Марк не спрашивает ни о чем всю дорогу домой, просто обнимает, зарывшись лицом в моих волосах. Дышит тяжело: я слышу, как гулко бьется его сердце. Неправильно, сбиваясь с ритма. И мой собственный пульс отражается эхом в висках. Ему в унисон. Странно все. Как будто за эти сорок дней жизнь перевернулась вверх тормашками снова.

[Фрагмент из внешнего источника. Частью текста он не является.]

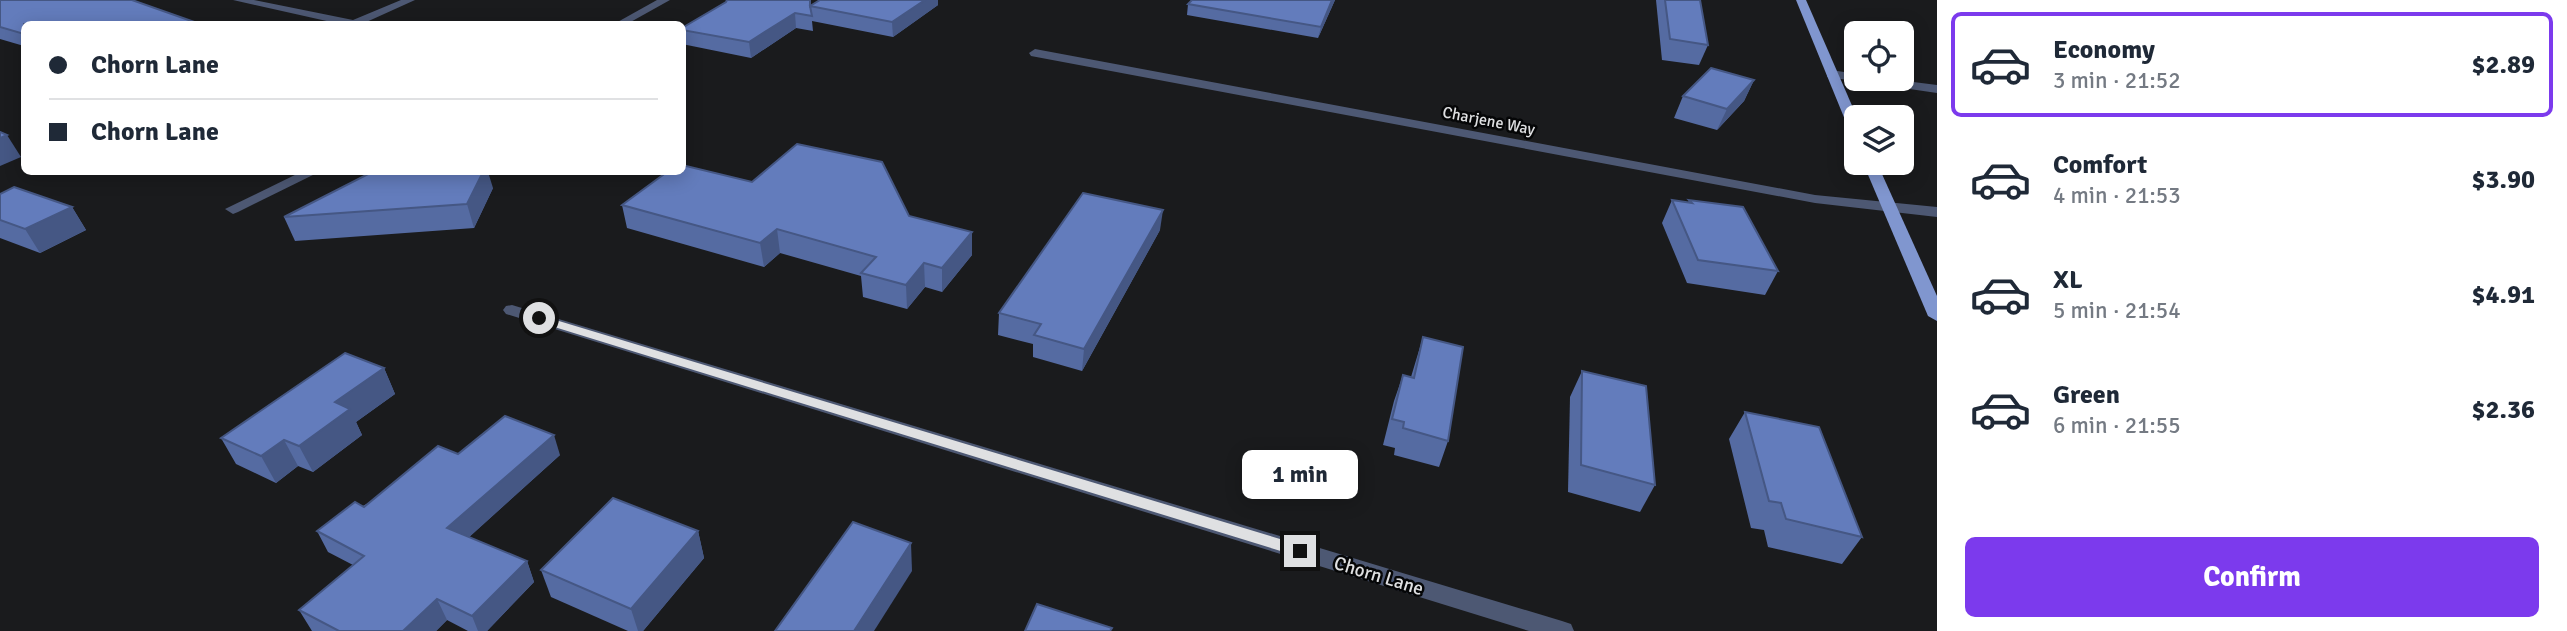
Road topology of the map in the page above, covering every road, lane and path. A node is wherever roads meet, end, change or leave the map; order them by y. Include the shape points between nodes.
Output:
1 (238, 0) edge
2 (410, 0) edge
3 (665, 0) edge
4 (1801, 0) edge
5 (340, 21) edge
6 (361, 21) edge
7 (626, 21) edge
8 (1035, 53) dead end
9 (1831, 74) junction
10 (1844, 76) edge
11 (1914, 86) edge
12 (1937, 89) edge
13 (1845, 105) edge
14 (306, 175) edge
15 (1875, 175) edge
16 (1889, 206) junction
17 (233, 209) dead end
18 (1937, 212) edge
19 (513, 310) dead end
20 (1937, 316) edge
21 (1562, 631) edge

1 - 5 street
2 - 6 street
3 - 7 street
4 - 9 main road
8 - 16 street, Charjene Way via 1802,197
9 - 10 street
9 - 13 main road
11 - 12 street
14 - 17 street
15 - 16 main road
16 - 18 street, Charjene Way
16 - 20 main road
19 - 21 street, Chorn Lane

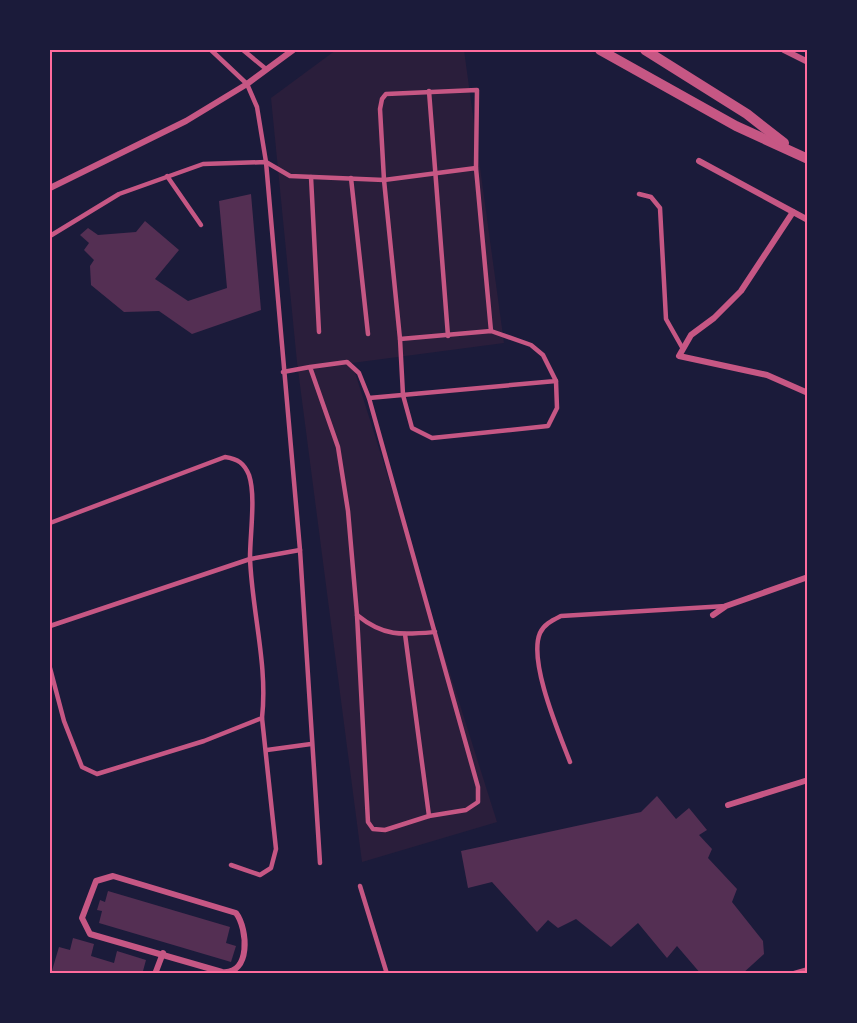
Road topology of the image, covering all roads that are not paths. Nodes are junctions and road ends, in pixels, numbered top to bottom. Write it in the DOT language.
graph roads {
  1 [pos="210,50"];
  2 [pos="243,50"];
  3 [pos="293,50"];
  4 [pos="600,50"];
  5 [pos="645,50"];
  6 [pos="784,50"];
  7 [pos="807,62"];
  8 [pos="266,69"];
  9 [pos="247,84"];
  10 [pos="429,91"];
  11 [pos="803,157"];
  12 [pos="266,162"];
  13 [pos="699,162"];
  14 [pos="476,168"];
  15 [pos="435,174"];
  16 [pos="167,176"];
  17 [pos="311,177"];
  18 [pos="351,178"];
  19 [pos="384,180"];
  20 [pos="50,188"];
  21 [pos="639,194"];
  22 [pos="793,212"];
  23 [pos="807,219"];
  24 [pos="201,225"];
  25 [pos="50,236"];
  26 [pos="319,332"];
  27 [pos="491,332"];
  28 [pos="368,334"];
  29 [pos="448,336"];
  30 [pos="400,339"];
  31 [pos="683,350"];
  32 [pos="310,367"];
  33 [pos="283,372"];
  34 [pos="556,381"];
  35 [pos="807,393"];
  36 [pos="403,395"];
  37 [pos="369,399"];
  38 [pos="50,523"];
  39 [pos="300,550"];
  40 [pos="250,559"];
  41 [pos="807,577"];
  42 [pos="726,606"];
  43 [pos="357,615"];
  44 [pos="713,615"];
  45 [pos="50,626"];
  46 [pos="435,632"];
  47 [pos="405,634"];
  48 [pos="50,668"];
  49 [pos="262,718"];
  50 [pos="311,744"];
  51 [pos="267,750"];
  52 [pos="570,762"];
  53 [pos="807,780"];
  54 [pos="728,805"];
  55 [pos="429,816"];
  56 [pos="320,863"];
  57 [pos="231,865"];
  58 [pos="360,886"];
  59 [pos="163,953"];
  60 [pos="807,970"];
  61 [pos="155,974"];
  62 [pos="387,974"];
  63 [pos="794,974"];
  1 -- 9 [label="lane"];
  2 -- 8 [label="lane"];
  3 -- 8 [label="street"];
  4 -- 11 [label="street"];
  5 -- 11 [label="street"];
  6 -- 7 [label="street"];
  8 -- 9 [label="street"];
  9 -- 12 [label="lane"];
  9 -- 20 [label="street"];
  10 -- 14 [label="lane"];
  10 -- 15 [label="lane"];
  10 -- 19 [label="lane"];
  12 -- 16 [label="lane"];
  12 -- 17 [label="lane"];
  12 -- 33 [label="lane"];
  13 -- 22 [label="street"];
  14 -- 15 [label="lane"];
  14 -- 27 [label="lane"];
  15 -- 19 [label="lane"];
  15 -- 29 [label="lane"];
  16 -- 24 [label="lane"];
  16 -- 25 [label="lane"];
  17 -- 18 [label="lane"];
  17 -- 26 [label="lane"];
  18 -- 19 [label="lane"];
  18 -- 28 [label="lane"];
  19 -- 30 [label="lane"];
  21 -- 31 [label="lane"];
  22 -- 23 [label="street"];
  22 -- 31 [label="street"];
  27 -- 29 [label="lane"];
  27 -- 34 [label="lane"];
  29 -- 30 [label="lane"];
  30 -- 36 [label="lane"];
  31 -- 35 [label="street"];
  32 -- 33 [label="lane"];
  32 -- 37 [label="lane"];
  32 -- 43 [label="lane"];
  33 -- 39 [label="lane"];
  34 -- 36 [label="lane"];
  34 -- 36 [label="lane"];
  36 -- 37 [label="lane"];
  37 -- 46 [label="lane"];
  38 -- 40 [label="lane"];
  39 -- 40 [label="lane"];
  39 -- 50 [label="lane"];
  40 -- 45 [label="lane"];
  40 -- 49 [label="lane"];
  41 -- 42 [label="street"];
  42 -- 44 [label="street"];
  42 -- 52 [label="lane"];
  43 -- 47 [label="lane"];
  43 -- 55 [label="lane"];
  46 -- 47 [label="lane"];
  46 -- 55 [label="lane"];
  47 -- 55 [label="lane"];
  48 -- 49 [label="lane"];
  49 -- 51 [label="lane"];
  50 -- 51 [label="lane"];
  50 -- 56 [label="lane"];
  51 -- 57 [label="lane"];
  53 -- 54 [label="street"];
  58 -- 62 [label="lane"];
  59 -- 59 [label="street"];
  59 -- 61 [label="street"];
  60 -- 63 [label="street"];
}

– Марк, – заговариваю я, когда машина сворачивает к особняку, – я хочу увидеть Катю. Я должна, понимаешь?
Но Марк не спорит.
– Хорошо. Если разрешат, но…
Он отрывается от меня на расстояние вытянутой руки, и это расстояние кажется пропастью.
– Я должен завтра уехать.
Уехать? Завтра? Зачем? Куда? Столько вопросов, и лишь одно понимание – если он что-то решил, его не остановить. Вот только отпускать его не хочется. Кажется, если он уедет сейчас – все рухнет. И мир, наспех скроенный за эти сорок дней, окажется очередной иллюзией. И близость идет трещинами. И от этого звука, застрявшего в голове, не спрятаться.
– Алиса, – голос Марка стирает гул, разбивает странные мысли. – Не надо ничего себе выдумывать, ладно?
Он гладит мою спину, и от его прикосновений по коже рассыпаются мурашки. Зарывается пальцами в волосах, легко массирует. И под его ласками утихает боль.
– Я должен увидеть Криса, поговорить с ним, – в голосе сквозит злость. – В конце концов, только он может вытащить Катю.
Все правильно. Катю нужно спасать. Ей сейчас хуже всех. Быть может, и я смогу чем-то помочь.
– А у нас впереди целая ночь, – он вновь оказывается совсем рядом, шепчет на ухо, опаляя шею горячим дыханием. – И ты, кажется, что-то уже придумала. Не так ли?
Так. И я не сдерживаю смеха, когда вижу изумление Марка, когда мы оказываемся у двери его мастерской.
– Доверься мне, – шепчу, видя замешательство Марка.
– Все равно больше некому, – добавляет с насмешкой, напоминая о его «позоре» в ванной.
Я киваю, не сдерживая улыбки.
И Марк открывает дверь. Сам впускает меня в собственную душу. И я вижу, как непросто ему это сделать. Но он не пожалеет, я уверена. А я…наверное, я еще способна его удивить.